> [Stored items]:
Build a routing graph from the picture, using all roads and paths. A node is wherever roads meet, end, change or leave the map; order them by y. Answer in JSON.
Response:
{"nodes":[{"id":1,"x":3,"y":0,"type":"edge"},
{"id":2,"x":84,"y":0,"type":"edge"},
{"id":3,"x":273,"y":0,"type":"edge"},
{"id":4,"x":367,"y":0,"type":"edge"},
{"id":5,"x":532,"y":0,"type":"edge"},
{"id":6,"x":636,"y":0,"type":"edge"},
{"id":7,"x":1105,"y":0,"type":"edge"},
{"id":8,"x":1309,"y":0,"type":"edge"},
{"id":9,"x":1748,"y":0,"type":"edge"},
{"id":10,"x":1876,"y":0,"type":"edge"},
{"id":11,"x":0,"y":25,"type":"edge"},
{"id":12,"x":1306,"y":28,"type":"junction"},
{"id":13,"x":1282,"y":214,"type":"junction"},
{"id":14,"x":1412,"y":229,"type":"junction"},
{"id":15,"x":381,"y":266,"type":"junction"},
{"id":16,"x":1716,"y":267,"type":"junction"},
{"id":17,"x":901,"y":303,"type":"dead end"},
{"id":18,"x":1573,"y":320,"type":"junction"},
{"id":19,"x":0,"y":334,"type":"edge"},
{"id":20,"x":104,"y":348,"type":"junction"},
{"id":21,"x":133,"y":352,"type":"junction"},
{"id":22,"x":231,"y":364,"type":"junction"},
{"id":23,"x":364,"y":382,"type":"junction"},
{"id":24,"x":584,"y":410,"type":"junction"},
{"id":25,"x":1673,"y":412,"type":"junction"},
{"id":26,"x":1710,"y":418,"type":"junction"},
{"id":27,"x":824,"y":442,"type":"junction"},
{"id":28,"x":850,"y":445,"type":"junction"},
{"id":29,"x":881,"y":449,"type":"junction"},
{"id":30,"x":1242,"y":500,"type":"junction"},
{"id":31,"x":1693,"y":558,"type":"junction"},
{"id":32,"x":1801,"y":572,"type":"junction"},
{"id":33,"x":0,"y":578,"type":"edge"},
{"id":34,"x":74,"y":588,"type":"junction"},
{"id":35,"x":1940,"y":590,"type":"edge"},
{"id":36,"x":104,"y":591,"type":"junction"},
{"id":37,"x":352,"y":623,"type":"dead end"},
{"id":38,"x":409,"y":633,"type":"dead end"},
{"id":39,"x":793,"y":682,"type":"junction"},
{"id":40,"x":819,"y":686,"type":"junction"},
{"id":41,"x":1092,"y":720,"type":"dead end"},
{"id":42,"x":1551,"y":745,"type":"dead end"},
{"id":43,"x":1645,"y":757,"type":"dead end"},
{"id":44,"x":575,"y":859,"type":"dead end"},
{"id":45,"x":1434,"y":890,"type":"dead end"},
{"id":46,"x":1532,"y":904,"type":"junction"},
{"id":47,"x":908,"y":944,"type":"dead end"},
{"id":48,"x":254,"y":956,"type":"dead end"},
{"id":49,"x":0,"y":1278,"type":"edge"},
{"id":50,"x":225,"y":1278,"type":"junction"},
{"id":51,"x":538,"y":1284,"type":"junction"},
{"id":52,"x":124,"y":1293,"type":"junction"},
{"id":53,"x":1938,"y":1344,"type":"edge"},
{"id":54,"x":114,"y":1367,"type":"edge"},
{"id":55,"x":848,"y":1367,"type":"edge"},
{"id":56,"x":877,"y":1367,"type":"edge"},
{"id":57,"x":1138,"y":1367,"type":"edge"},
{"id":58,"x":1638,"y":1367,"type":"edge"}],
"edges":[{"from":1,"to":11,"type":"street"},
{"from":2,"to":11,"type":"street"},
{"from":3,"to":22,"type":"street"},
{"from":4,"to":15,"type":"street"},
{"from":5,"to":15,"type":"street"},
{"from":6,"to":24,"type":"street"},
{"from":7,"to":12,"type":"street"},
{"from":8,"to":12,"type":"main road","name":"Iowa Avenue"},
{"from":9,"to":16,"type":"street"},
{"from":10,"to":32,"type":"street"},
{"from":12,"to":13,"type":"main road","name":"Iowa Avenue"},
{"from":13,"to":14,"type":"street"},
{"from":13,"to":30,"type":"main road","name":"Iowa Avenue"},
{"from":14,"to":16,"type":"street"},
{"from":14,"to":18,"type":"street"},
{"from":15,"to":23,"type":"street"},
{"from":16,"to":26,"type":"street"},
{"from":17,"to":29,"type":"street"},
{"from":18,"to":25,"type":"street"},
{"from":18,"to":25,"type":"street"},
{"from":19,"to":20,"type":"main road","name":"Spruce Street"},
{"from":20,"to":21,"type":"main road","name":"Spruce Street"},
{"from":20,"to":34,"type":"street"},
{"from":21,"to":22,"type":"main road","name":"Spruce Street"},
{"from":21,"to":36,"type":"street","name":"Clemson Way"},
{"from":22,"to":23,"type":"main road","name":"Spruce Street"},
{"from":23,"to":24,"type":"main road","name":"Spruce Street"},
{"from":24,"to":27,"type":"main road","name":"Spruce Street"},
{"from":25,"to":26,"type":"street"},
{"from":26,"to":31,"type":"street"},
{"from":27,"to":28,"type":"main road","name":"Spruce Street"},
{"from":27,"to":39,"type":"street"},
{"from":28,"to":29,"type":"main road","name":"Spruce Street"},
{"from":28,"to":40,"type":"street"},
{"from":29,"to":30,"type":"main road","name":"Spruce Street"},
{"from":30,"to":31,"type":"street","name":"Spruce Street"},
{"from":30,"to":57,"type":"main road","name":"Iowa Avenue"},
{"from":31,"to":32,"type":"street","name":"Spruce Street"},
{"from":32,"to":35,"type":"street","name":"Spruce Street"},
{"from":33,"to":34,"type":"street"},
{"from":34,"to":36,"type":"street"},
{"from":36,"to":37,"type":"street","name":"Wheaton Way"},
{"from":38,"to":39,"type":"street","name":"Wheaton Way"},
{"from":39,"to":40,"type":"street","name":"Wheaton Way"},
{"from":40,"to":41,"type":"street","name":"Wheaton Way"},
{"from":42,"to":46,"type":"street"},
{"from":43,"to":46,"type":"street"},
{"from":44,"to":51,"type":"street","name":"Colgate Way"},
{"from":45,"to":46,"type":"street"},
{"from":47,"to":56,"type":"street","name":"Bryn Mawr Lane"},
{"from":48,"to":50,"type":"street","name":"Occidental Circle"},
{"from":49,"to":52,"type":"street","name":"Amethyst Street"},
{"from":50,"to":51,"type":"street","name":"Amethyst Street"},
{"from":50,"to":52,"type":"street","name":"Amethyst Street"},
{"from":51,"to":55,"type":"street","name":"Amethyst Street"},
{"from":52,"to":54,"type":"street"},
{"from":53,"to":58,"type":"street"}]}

> [Your assignment]:
Each entry above should be written again exactly.

> [Response]:
Build a routing graph from the picture, using all roads and paths. A node is wherever roads meet, end, change or leave the map; order them by y. Answer in JSON.
Response:
{"nodes":[{"id":1,"x":3,"y":0,"type":"edge"},
{"id":2,"x":84,"y":0,"type":"edge"},
{"id":3,"x":273,"y":0,"type":"edge"},
{"id":4,"x":367,"y":0,"type":"edge"},
{"id":5,"x":532,"y":0,"type":"edge"},
{"id":6,"x":636,"y":0,"type":"edge"},
{"id":7,"x":1105,"y":0,"type":"edge"},
{"id":8,"x":1309,"y":0,"type":"edge"},
{"id":9,"x":1748,"y":0,"type":"edge"},
{"id":10,"x":1876,"y":0,"type":"edge"},
{"id":11,"x":0,"y":25,"type":"edge"},
{"id":12,"x":1306,"y":28,"type":"junction"},
{"id":13,"x":1282,"y":214,"type":"junction"},
{"id":14,"x":1412,"y":229,"type":"junction"},
{"id":15,"x":381,"y":266,"type":"junction"},
{"id":16,"x":1716,"y":267,"type":"junction"},
{"id":17,"x":901,"y":303,"type":"dead end"},
{"id":18,"x":1573,"y":320,"type":"junction"},
{"id":19,"x":0,"y":334,"type":"edge"},
{"id":20,"x":104,"y":348,"type":"junction"},
{"id":21,"x":133,"y":352,"type":"junction"},
{"id":22,"x":231,"y":364,"type":"junction"},
{"id":23,"x":364,"y":382,"type":"junction"},
{"id":24,"x":584,"y":410,"type":"junction"},
{"id":25,"x":1673,"y":412,"type":"junction"},
{"id":26,"x":1710,"y":418,"type":"junction"},
{"id":27,"x":824,"y":442,"type":"junction"},
{"id":28,"x":850,"y":445,"type":"junction"},
{"id":29,"x":881,"y":449,"type":"junction"},
{"id":30,"x":1242,"y":500,"type":"junction"},
{"id":31,"x":1693,"y":558,"type":"junction"},
{"id":32,"x":1801,"y":572,"type":"junction"},
{"id":33,"x":0,"y":578,"type":"edge"},
{"id":34,"x":74,"y":588,"type":"junction"},
{"id":35,"x":1940,"y":590,"type":"edge"},
{"id":36,"x":104,"y":591,"type":"junction"},
{"id":37,"x":352,"y":623,"type":"dead end"},
{"id":38,"x":409,"y":633,"type":"dead end"},
{"id":39,"x":793,"y":682,"type":"junction"},
{"id":40,"x":819,"y":686,"type":"junction"},
{"id":41,"x":1092,"y":720,"type":"dead end"},
{"id":42,"x":1551,"y":745,"type":"dead end"},
{"id":43,"x":1645,"y":757,"type":"dead end"},
{"id":44,"x":575,"y":859,"type":"dead end"},
{"id":45,"x":1434,"y":890,"type":"dead end"},
{"id":46,"x":1532,"y":904,"type":"junction"},
{"id":47,"x":908,"y":944,"type":"dead end"},
{"id":48,"x":254,"y":956,"type":"dead end"},
{"id":49,"x":0,"y":1278,"type":"edge"},
{"id":50,"x":225,"y":1278,"type":"junction"},
{"id":51,"x":538,"y":1284,"type":"junction"},
{"id":52,"x":124,"y":1293,"type":"junction"},
{"id":53,"x":1938,"y":1344,"type":"edge"},
{"id":54,"x":114,"y":1367,"type":"edge"},
{"id":55,"x":848,"y":1367,"type":"edge"},
{"id":56,"x":877,"y":1367,"type":"edge"},
{"id":57,"x":1138,"y":1367,"type":"edge"},
{"id":58,"x":1638,"y":1367,"type":"edge"}],
"edges":[{"from":1,"to":11,"type":"street"},
{"from":2,"to":11,"type":"street"},
{"from":3,"to":22,"type":"street"},
{"from":4,"to":15,"type":"street"},
{"from":5,"to":15,"type":"street"},
{"from":6,"to":24,"type":"street"},
{"from":7,"to":12,"type":"street"},
{"from":8,"to":12,"type":"main road","name":"Iowa Avenue"},
{"from":9,"to":16,"type":"street"},
{"from":10,"to":32,"type":"street"},
{"from":12,"to":13,"type":"main road","name":"Iowa Avenue"},
{"from":13,"to":14,"type":"street"},
{"from":13,"to":30,"type":"main road","name":"Iowa Avenue"},
{"from":14,"to":16,"type":"street"},
{"from":14,"to":18,"type":"street"},
{"from":15,"to":23,"type":"street"},
{"from":16,"to":26,"type":"street"},
{"from":17,"to":29,"type":"street"},
{"from":18,"to":25,"type":"street"},
{"from":18,"to":25,"type":"street"},
{"from":19,"to":20,"type":"main road","name":"Spruce Street"},
{"from":20,"to":21,"type":"main road","name":"Spruce Street"},
{"from":20,"to":34,"type":"street"},
{"from":21,"to":22,"type":"main road","name":"Spruce Street"},
{"from":21,"to":36,"type":"street","name":"Clemson Way"},
{"from":22,"to":23,"type":"main road","name":"Spruce Street"},
{"from":23,"to":24,"type":"main road","name":"Spruce Street"},
{"from":24,"to":27,"type":"main road","name":"Spruce Street"},
{"from":25,"to":26,"type":"street"},
{"from":26,"to":31,"type":"street"},
{"from":27,"to":28,"type":"main road","name":"Spruce Street"},
{"from":27,"to":39,"type":"street"},
{"from":28,"to":29,"type":"main road","name":"Spruce Street"},
{"from":28,"to":40,"type":"street"},
{"from":29,"to":30,"type":"main road","name":"Spruce Street"},
{"from":30,"to":31,"type":"street","name":"Spruce Street"},
{"from":30,"to":57,"type":"main road","name":"Iowa Avenue"},
{"from":31,"to":32,"type":"street","name":"Spruce Street"},
{"from":32,"to":35,"type":"street","name":"Spruce Street"},
{"from":33,"to":34,"type":"street"},
{"from":34,"to":36,"type":"street"},
{"from":36,"to":37,"type":"street","name":"Wheaton Way"},
{"from":38,"to":39,"type":"street","name":"Wheaton Way"},
{"from":39,"to":40,"type":"street","name":"Wheaton Way"},
{"from":40,"to":41,"type":"street","name":"Wheaton Way"},
{"from":42,"to":46,"type":"street"},
{"from":43,"to":46,"type":"street"},
{"from":44,"to":51,"type":"street","name":"Colgate Way"},
{"from":45,"to":46,"type":"street"},
{"from":47,"to":56,"type":"street","name":"Bryn Mawr Lane"},
{"from":48,"to":50,"type":"street","name":"Occidental Circle"},
{"from":49,"to":52,"type":"street","name":"Amethyst Street"},
{"from":50,"to":51,"type":"street","name":"Amethyst Street"},
{"from":50,"to":52,"type":"street","name":"Amethyst Street"},
{"from":51,"to":55,"type":"street","name":"Amethyst Street"},
{"from":52,"to":54,"type":"street"},
{"from":53,"to":58,"type":"street"}]}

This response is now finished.